National
Panel formed to settle dispute over power bills due to be paid by factories
Nepal Electricity Authority chief expresses resolve to recover the due amounts with power supply to two dozen factories being cut off for two weeks.Post Report
The government on Tuesday formed a high-powered committee to probe the ongoing dispute over dues to be paid by a number of factories that had power supplied to them via dedicated and trunk lines.
Nepal Electricity Authority and the private sector are at loggerheads over the issue as industrialists have refused to pay the extra bill as claimed by the NEA. Traders argue that they were unfairly charged premium rates without supplying power round-the-clock as promised.
Amid claims and counter claims, the Cabinet on Tuesday formed a three-member committee headed by former Supreme Court Justice Girish Chandra Lal to conduct an investigation into the issue and submit a report, according to Rekha Sharma, minister for communication and information technology who is also the government spokesperson.
Two joint secretaries—one each from the industry and energy ministries—will be the members of the committee, she said.
The Cabinet also decided to resume power supply to two dozen factories that were earlier cut off electricity by the NEA to build pressure to recover the dues.
According to the NEA, they are the factories whose claimed unpaid dues exceed Rs50 million each.
Earlier, the Federation of Nepalese Chambers of Commerce and Industries had demanded the formation of the high-powered body to settle the issue.
The Cabinet decision comes as a major setback for the NEA, which, on Tuesday, announced that it had made arrangements for consumers who used electricity from dedicated and trunk lines in the past to pay the claimed dues in instalments within five years.
In a notice on Tuesday, the state-owned power utility said a special arrangement had been made to allow consumers to pay dues in instalments within 60 months. The utility asked such consumers to submit an application at the distribution centres concerned for the instalment arrangement within 30 days.
When the general public faced prolonged power cuts in the country until a few years back, such factories were provided round-the-clock electricity with dedicated feeder and trunk lines.
A dedicated feeder involves the supply of electricity through a separate line directly from a substation. On the other hand, a trunk line delivers electricity from the transmission line to the factory by installing a transformer inside the factory itself.
NEA claims that the arrangement was made for some factories on the condition that they pay premium tariff (more than normal tariff) but factory owners are claiming they wouldn't pay the claimed dues as they didn’t receive regular supply.
According to the NEA, it needs to recover over Rs22 billion in unpaid dues from 61 consumers, with one—Jagdamba Steel—alone owing as much as Rs4.14 billion.

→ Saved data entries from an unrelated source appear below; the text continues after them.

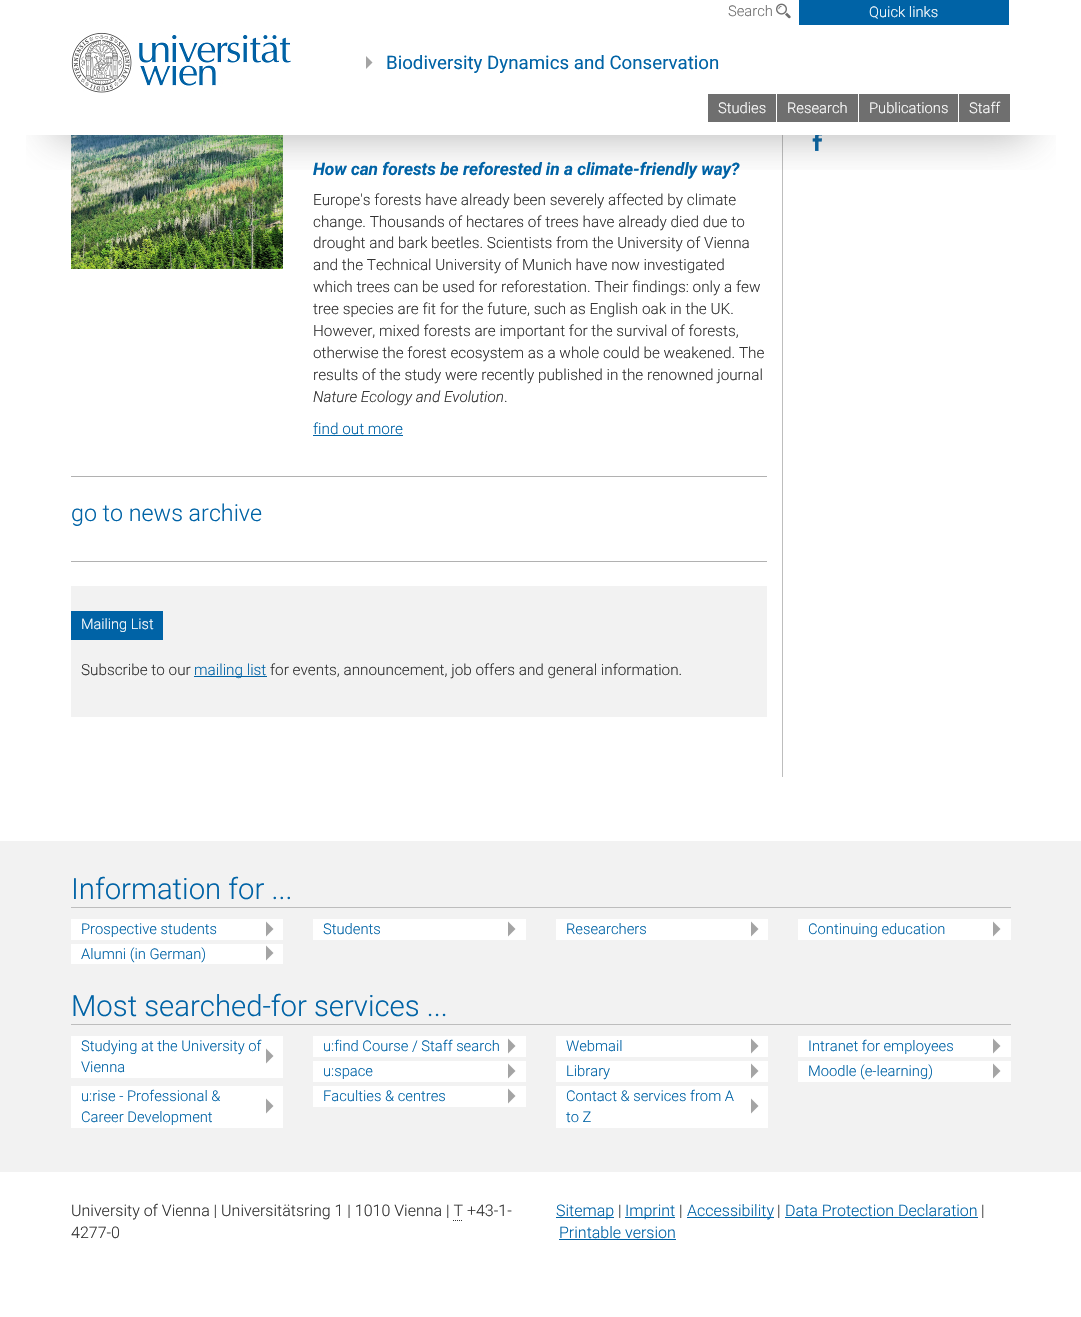 void draw(SkCanvas* canvas) {
    SkPaint paint;
    paint.setAntiAlias(true);
    canvas->clear(0xFFFFFFFF);
    canvas->drawImageRect(SkImages::DeferredFromEncodedData(SkData::MakeFromFileName("img3.png")), SkRect::MakeXYWH(812, 135, 10, 16), SkSamplingOptions());
    paint.setColor(0xFFBDBDBD);
    canvas->drawRect(SkRect::MakeXYWH(782, 135, 1, 642), paint);
    canvas->drawImageRect(SkImages::DeferredFromEncodedData(SkData::MakeFromFileName("img4.png")), SkRect::MakeXYWH(71, 135, 212, 134), SkSamplingOptions());
    canvas->save();
    canvas->clipRect(SkRect::MakeXYWH(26, 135, 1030, 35));
    paint.setColor(0x66464646);
    paint.setMaskFilter(SkMaskFilter::MakeBlur(kNormal_SkBlurStyle, 20));
    canvas->drawRect(SkRect::MakeXYWH(52, 14, 978, 123), paint);
    paint.setMaskFilter(nullptr);
    canvas->restore();
    paint.setColor(0xFFFFFFFF);
    canvas->drawRect(SkRect::MakeXYWH(16, 0, 30, 135), paint);
    canvas->drawRect(SkRect::MakeXYWH(1036, 0, 30, 135), paint);
    SkFont font1(fontMgr->matchFamilyStyle("Roboto", SkFontStyle(300, SkFontStyle::kNormal_Width, SkFontStyle::kUpright_Slant)), 14.75f);
    font1.setSubpixel(true);
    paint.setColor(0xFF6F6F6F);
    canvas->drawString("Search", 728, 16, font1, paint);
    canvas->drawImageRect(SkImages::DeferredFromEncodedData(SkData::MakeFromFileName("img1.png")), SkRect::MakeXYWH(776, 3, 15, 16), SkSamplingOptions());
    paint.setColor(0xFF0063A6);
    canvas->drawRect(SkRect::MakeXYWH(799, 0, 210, 25), paint);
    paint.setColor(0xFFFFFFFF);
    canvas->drawString("Quick links", 869, 17, font1, paint);
    canvas->drawImageRect(SkImages::DeferredFromEncodedData(SkData::MakeFromFileName("img2.png")), SkRect::MakeXYWH(71, 32, 220, 61), SkSamplingOptions());
    paint.setColor(0xFFA4A4A4);
    canvas->drawPath(SkPathBuilder().moveTo(366, 56).lineTo(366, 69).lineTo(372.5f, 62.5f).close().detach(), paint);
    SkFont font2(fontMgr->matchFamilyStyle("Roboto", SkFontStyle::Normal()), 18.7f);
    font2.setSubpixel(true);
    paint.setColor(0xFF0063A6);
    canvas->drawString("Biodiversity Dynamics and Conservation", 386, 69, font2, paint);
    paint.setColor(0xFF6F6F6F);
    canvas->drawRect(SkRect::MakeXYWH(708, 94, 68, 28), paint);
    paint.setColor(0xFFFFFFFF);
    canvas->drawString("Studies", 718, 113, font1, paint);
    paint.setColor(0xFF6F6F6F);
    canvas->drawRect(SkRect::MakeXYWH(777, 94, 81, 28), paint);
    paint.setColor(0xFFFFFFFF);
    canvas->drawString("Research", 787, 113, font1, paint);
    paint.setColor(0xFF6F6F6F);
    canvas->drawRect(SkRect::MakeXYWH(859, 94, 99, 28), paint);
    paint.setColor(0xFFFFFFFF);
    canvas->drawString("Publications", 869, 113, font1, paint);
    paint.setColor(0xFF6F6F6F);
    canvas->drawRect(SkRect::MakeXYWH(959, 94, 51, 28), paint);
    paint.setColor(0xFFFFFFFF);
    canvas->drawString("Staff", 969, 113, font1, paint);
    SkFont font3(fontMgr->matchFamilyStyle("Roboto", SkFontStyle::BoldItalic()), 17.3f);
    font3.setSubpixel(true);
    paint.setColor(0xFF0063A6);
    canvas->drawString("How can forests be reforested in a climate-friendly way?", 313, 175, font3, paint);
    SkFont font4(fontMgr->matchFamilyStyle("Roboto", SkFontStyle(300, SkFontStyle::kNormal_Width, SkFontStyle::kUpright_Slant)), 15.3f);
    font4.setSubpixel(true);
    paint.setColor(0xFF333333);
    canvas->drawString("Europe's forests have already been severely affected by climate", 313, 205, font4, paint);
    canvas->drawString("change. Thousands of hectares of trees have already died due to", 313, 227, font4, paint);
    canvas->drawString("drought and bark beetles. Scientists from the University of Vienna", 313, 248, font4, paint);
    canvas->drawString("and the Technical University of Munich have now investigated", 313, 270, font4, paint);
    canvas->drawString("which trees can be used for reforestation. Their findings: only a few", 313, 292, font4, paint);
    canvas->drawString("tree species are fit for the future, such as English oak in the UK.", 313, 314, font4, paint);
    canvas->drawString("However, mixed forests are important for the survival of forests,", 313, 336, font4, paint);
    canvas->drawString("otherwise the forest ecosystem as a whole could be weakened. The", 313, 358, font4, paint);
    canvas->drawString("results of the study were recently published in the renowned journal", 313, 380, font4, paint);
    SkFont font5(fontMgr->matchFamilyStyle("Roboto", SkFontStyle(300, SkFontStyle::kNormal_Width, SkFontStyle::kItalic_Slant)), 15.3f);
    font5.setSubpixel(true);
    canvas->drawString("Nature Ecology and Evolution", 313, 402, font5, paint);
    canvas->drawString(".", 504, 402, font4, paint);
    paint.setColor(0xFF0063A6);
    canvas->drawString("find out more", 313, 434, font4, paint);
    canvas->drawRect(SkRect::MakeXYWH(313, 435, 90, 1), paint);
    paint.setColor(0xFFB1B1B1);
    canvas->drawRect(SkRect::MakeXYWH(71, 476, 696, 1), paint);
    SkFont font6(fontMgr->matchFamilyStyle("Roboto", SkFontStyle(300, SkFontStyle::kNormal_Width, SkFontStyle::kUpright_Slant)), 23.25f);
    font6.setSubpixel(true);
    paint.setColor(0xFF0063A6);
    canvas->drawString("go to news archive", 71, 521, font6, paint);
    paint.setColor(0xFFB1B1B1);
    canvas->drawRect(SkRect::MakeXYWH(71, 561, 696, 1), paint);
    paint.setColor(0xFFF2F2F2);
    canvas->drawRect(SkRect::MakeXYWH(71, 586, 696, 131), paint);
    paint.setColor(0xFF0063A6);
    canvas->drawRect(SkRect::MakeXYWH(71, 611, 92, 29), paint);
    SkFont font7(fontMgr->matchFamilyStyle("Roboto", SkFontStyle(300, SkFontStyle::kNormal_Width, SkFontStyle::kUpright_Slant)), 14.5f);
    font7.setSubpixel(true);
    paint.setColor(0xFFFFFFFF);
    canvas->drawString("Mailing List", 81, 629, font7, paint);
    paint.setColor(0xFF333333);
    canvas->drawString("Subscribe to our", 81, 675, font4, paint);
    paint.setColor(0xFF0063A6);
    canvas->drawRect(SkRect::MakeXYWH(194, 676, 73, 1), paint);
    canvas->drawString("mailing list", 194, 675, font4, paint);
    paint.setColor(0xFF333333);
    canvas->drawString("for events, announcement, job offers and general information.", 270, 675, font4, paint);
    paint.setColor(0xFFF2F2F2);
    canvas->drawRect(SkRect::MakeXYWH(0, 841, 1081, 331), paint);
    paint.setColor(0xFFBDBDBD);
    canvas->drawRect(SkRect::MakeXYWH(71, 907, 940, 1), paint);
    SkFont font8(fontMgr->matchFamilyStyle("Roboto", SkFontStyle(300, SkFontStyle::kNormal_Width, SkFontStyle::kUpright_Slant)), 29.3f);
    font8.setSubpixel(true);
    paint.setColor(0xFF0063A6);
    canvas->drawString("Information for ...", 71, 899, font8, paint);
    paint.setColor(0xFFFFFFFF);
    canvas->drawRect(SkRect::MakeXYWH(71, 919, 212, 21), paint);
    paint.setColor(0xFF0063A6);
    canvas->drawString("Prospective students", 81, 934, font1, paint);
    paint.setColor(0xFFA4A4A4);
    canvas->drawPath(SkPathBuilder().moveTo(266, 921.5f).lineTo(266, 936.5f).lineTo(273.5f, 929).close().detach(), paint);
    paint.setColor(0xFFFFFFFF);
    canvas->drawRect(SkRect::MakeXYWH(313, 919, 213, 21), paint);
    paint.setColor(0xFF0063A6);
    canvas->drawString("Students", 323, 934, font1, paint);
    paint.setColor(0xFFA4A4A4);
    canvas->drawPath(SkPathBuilder().moveTo(508, 921.5f).lineTo(508, 936.5f).lineTo(515.5f, 929).close().detach(), paint);
    paint.setColor(0xFFFFFFFF);
    canvas->drawRect(SkRect::MakeXYWH(556, 919, 212, 21), paint);
    paint.setColor(0xFF0063A6);
    canvas->drawString("Researchers", 566, 934, font1, paint);
    paint.setColor(0xFFA4A4A4);
    canvas->drawPath(SkPathBuilder().moveTo(751, 921.5f).lineTo(751, 936.5f).lineTo(758.5f, 929).close().detach(), paint);
    paint.setColor(0xFFFFFFFF);
    canvas->drawRect(SkRect::MakeXYWH(798, 919, 213, 21), paint);
    paint.setColor(0xFF0063A6);
    canvas->drawString("Continuing education", 808, 934, font1, paint);
    paint.setColor(0xFFA4A4A4);
    canvas->drawPath(SkPathBuilder().moveTo(993, 921.5f).lineTo(993, 936.5f).lineTo(1000.5f, 929).close().detach(), paint);
    paint.setColor(0xFFFFFFFF);
    canvas->drawRect(SkRect::MakeXYWH(71, 944, 212, 20), paint);
    paint.setColor(0xFF0063A6);
    canvas->drawString("Alumni (in German)", 81, 959, font1, paint);
    paint.setColor(0xFFA4A4A4);
    canvas->drawPath(SkPathBuilder().moveTo(266, 945.5f).lineTo(266, 960.5f).lineTo(273.5f, 953).close().detach(), paint);
    paint.setColor(0xFFBDBDBD);
    canvas->drawRect(SkRect::MakeXYWH(71, 1024, 940, 1), paint);
    paint.setColor(0xFF0063A6);
    canvas->drawString("Most searched-for services ...", 71, 1016, font8, paint);
    paint.setColor(0xFFFFFFFF);
    canvas->drawRect(SkRect::MakeXYWH(71, 1036, 212, 42), paint);
    paint.setColor(0xFF0063A6);
    canvas->drawString("Studying at the University of", 81, 1051, font1, paint);
    paint.setColor(0xFFA4A4A4);
    canvas->drawPath(SkPathBuilder().moveTo(266, 1048.5f).lineTo(266, 1063.5f).lineTo(273.5f, 1056).close().detach(), paint);
    paint.setColor(0xFF0063A6);
    canvas->drawString("Vienna", 81, 1072, font1, paint);
    paint.setColor(0xFFFFFFFF);
    canvas->drawRect(SkRect::MakeXYWH(313, 1036, 213, 21), paint);
    paint.setColor(0xFF0063A6);
    canvas->drawString("u:find Course / Staff search", 323, 1051, font1, paint);
    paint.setColor(0xFFA4A4A4);
    canvas->drawPath(SkPathBuilder().moveTo(508, 1038.5f).lineTo(508, 1053.5f).lineTo(515.5f, 1046).close().detach(), paint);
    paint.setColor(0xFFFFFFFF);
    canvas->drawRect(SkRect::MakeXYWH(556, 1036, 212, 21), paint);
    paint.setColor(0xFF0063A6);
    canvas->drawString("Webmail", 566, 1051, font1, paint);
    paint.setColor(0xFFA4A4A4);
    canvas->drawPath(SkPathBuilder().moveTo(751, 1038.5f).lineTo(751, 1053.5f).lineTo(758.5f, 1046).close().detach(), paint);
    paint.setColor(0xFFFFFFFF);
    canvas->drawRect(SkRect::MakeXYWH(798, 1036, 213, 21), paint);
    paint.setColor(0xFF0063A6);
    canvas->drawString("Intranet for employees", 808, 1051, font1, paint);
    paint.setColor(0xFFA4A4A4);
    canvas->drawPath(SkPathBuilder().moveTo(993, 1038.5f).lineTo(993, 1053.5f).lineTo(1000.5f, 1046).close().detach(), paint);
    paint.setColor(0xFFFFFFFF);
    canvas->drawRect(SkRect::MakeXYWH(313, 1061, 213, 21), paint);
    paint.setColor(0xFF0063A6);
    canvas->drawString("u:space", 323, 1076, font1, paint);
    paint.setColor(0xFFA4A4A4);
    canvas->drawPath(SkPathBuilder().moveTo(508, 1063.5f).lineTo(508, 1078.5f).lineTo(515.5f, 1071).close().detach(), paint);
    paint.setColor(0xFFFFFFFF);
    canvas->drawRect(SkRect::MakeXYWH(556, 1061, 212, 21), paint);
    paint.setColor(0xFF0063A6);
    canvas->drawString("Library", 566, 1076, font1, paint);
    paint.setColor(0xFFA4A4A4);
    canvas->drawPath(SkPathBuilder().moveTo(751, 1063.5f).lineTo(751, 1078.5f).lineTo(758.5f, 1071).close().detach(), paint);
    paint.setColor(0xFFFFFFFF);
    canvas->drawRect(SkRect::MakeXYWH(798, 1061, 213, 21), paint);
    paint.setColor(0xFF0063A6);
    canvas->drawString("Moodle (e-learning)", 808, 1076, font1, paint);
    paint.setColor(0xFFA4A4A4);
    canvas->drawPath(SkPathBuilder().moveTo(993, 1063.5f).lineTo(993, 1078.5f).lineTo(1000.5f, 1071).close().detach(), paint);
    paint.setColor(0xFFFFFFFF);
    canvas->drawRect(SkRect::MakeXYWH(71, 1086, 212, 42), paint);
    paint.setColor(0xFF0063A6);
    canvas->drawString("u:rise - Professional &", 81, 1101, font1, paint);
    paint.setColor(0xFFA4A4A4);
    canvas->drawPath(SkPathBuilder().moveTo(266, 1098.5f).lineTo(266, 1113.5f).lineTo(273.5f, 1106).close().detach(), paint);
    paint.setColor(0xFF0063A6);
    canvas->drawString("Career Development", 81, 1122, font1, paint);
    paint.setColor(0xFFFFFFFF);
    canvas->drawRect(SkRect::MakeXYWH(313, 1086, 213, 21), paint);
    paint.setColor(0xFF0063A6);
    canvas->drawString("Faculties & centres", 323, 1101, font1, paint);
    paint.setColor(0xFFA4A4A4);
    canvas->drawPath(SkPathBuilder().moveTo(508, 1088.5f).lineTo(508, 1103.5f).lineTo(515.5f, 1096).close().detach(), paint);
    paint.setColor(0xFFFFFFFF);
    canvas->drawRect(SkRect::MakeXYWH(556, 1086, 212, 42), paint);
    paint.setColor(0xFF0063A6);
    canvas->drawString("Contact & services from A", 566, 1101, font1, paint);
    paint.setColor(0xFFA4A4A4);
    canvas->drawPath(SkPathBuilder().moveTo(751, 1098.5f).lineTo(751, 1113.5f).lineTo(758.5f, 1106).close().detach(), paint);
    paint.setColor(0xFF0063A6);
    canvas->drawString("to Z", 566, 1122, font1, paint);
    SkFont font9(fontMgr->matchFamilyStyle("Roboto", SkFontStyle(300, SkFontStyle::kNormal_Width, SkFontStyle::kUpright_Slant)), 16);
    font9.setSubpixel(true);
    paint.setColor(0xFF333333);
    canvas->drawString("University of Vienna | Universitätsring 1 | 1010 Vienna | T +43-1-", 71, 1216, font9, paint);
    paint.setStyle(SkPaint::kStroke_Style);
    paint.setStrokeWidth(1);
    paint.setPathEffect(SkDashPathEffect::Make({{1, 1}}, 0));
    canvas->drawPath(SkPathBuilder().moveTo(453, 1220.5f).lineTo(463, 1220.5f).detach(), paint);
    paint.setPathEffect(nullptr);
    paint.setStyle(SkPaint::kFill_Style);
    canvas->drawString("4277-0", 71, 1238, font9, paint);
    paint.setColor(0xFF0063A6);
    canvas->drawRect(SkRect::MakeXYWH(556, 1217, 58, 1), paint);
    canvas->drawString("Sitemap", 556, 1216, font9, paint);
    paint.setColor(0xFF333333);
    canvas->drawString("|", 618, 1216, font9, paint);
    paint.setColor(0xFF0063A6);
    canvas->drawRect(SkRect::MakeXYWH(625, 1217, 50, 1), paint);
    canvas->drawString("Imprint", 625, 1216, font9, paint);
    paint.setColor(0xFF333333);
    canvas->drawString("|", 679, 1216, font9, paint);
    paint.setColor(0xFF0063A6);
    canvas->drawRect(SkRect::MakeXYWH(687, 1217, 87, 1), paint);
    canvas->drawString("Accessibility", 687, 1216, font9, paint);
    paint.setColor(0xFF333333);
    canvas->drawString("|", 777, 1216, font9, paint);
    paint.setColor(0xFF0063A6);
    canvas->drawString("Data Protection Declaration", 785, 1216, font9, paint);
    canvas->drawRect(SkRect::MakeXYWH(785, 1217, 193, 1), paint);
    paint.setColor(0xFF333333);
    canvas->drawString("|", 981, 1216, font9, paint);
    paint.setColor(0xFF0063A6);
    canvas->drawString("Printable version", 559, 1238, font9, paint);
    canvas->drawRect(SkRect::MakeXYWH(559, 1239, 117, 1), paint);
}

In order to recover the claimed dues, the NEA also extended an olive branch to the factories, giving them a five-year timeline to pay the dues in instalments.
“With the country’s economy struggling and amid claims that businesses are not doing well, we announced this facility as a win-win strategy for both the NEA and the industrialists,” said NEA spokesperson Suresh Bahadur Bhattarai. “This is only for those who have consumed electricity via trunk and dedicated lines.”
Earlier in the day, NEA Managing Director Kul Man Ghising, who is determined to recover the dues, made it clear that there was no choice for the factory owners but to pay the dues.
Speaking at the infrastructure development committee of the House of Representatives on Tuesday, Ghising said that the factories that consumed electricity from dedicated and trunk lines must pay the bills based on the premium tariff.
From the perspective of justice to the general public who endured prolonged power cuts, the factories that were supplied round-the-clock electricity must pay a higher tariff, he reasoned.
According to the power utility, even though those factories paid regular bills, they did not pay additional tariffs.
“Various agencies including the Commission for Investigation of Abuse of Authority have told us to recover the dues,” Ghising said. “The Electricity Regulatory Authority has also given us written instruction to recover the dues.”
On the other hand, the industrialists refusing to pay the claimed dues say the NEA must first produce evidence that they were supplied round-the-clock electricity during the load-shedding period.
Amid divergent claims by the NEA and the industrialists, the Federation of Nepalese Chambers of Commerce and Industry said in a statement on December 25 last year that the issue should be settled through a high-powered commission.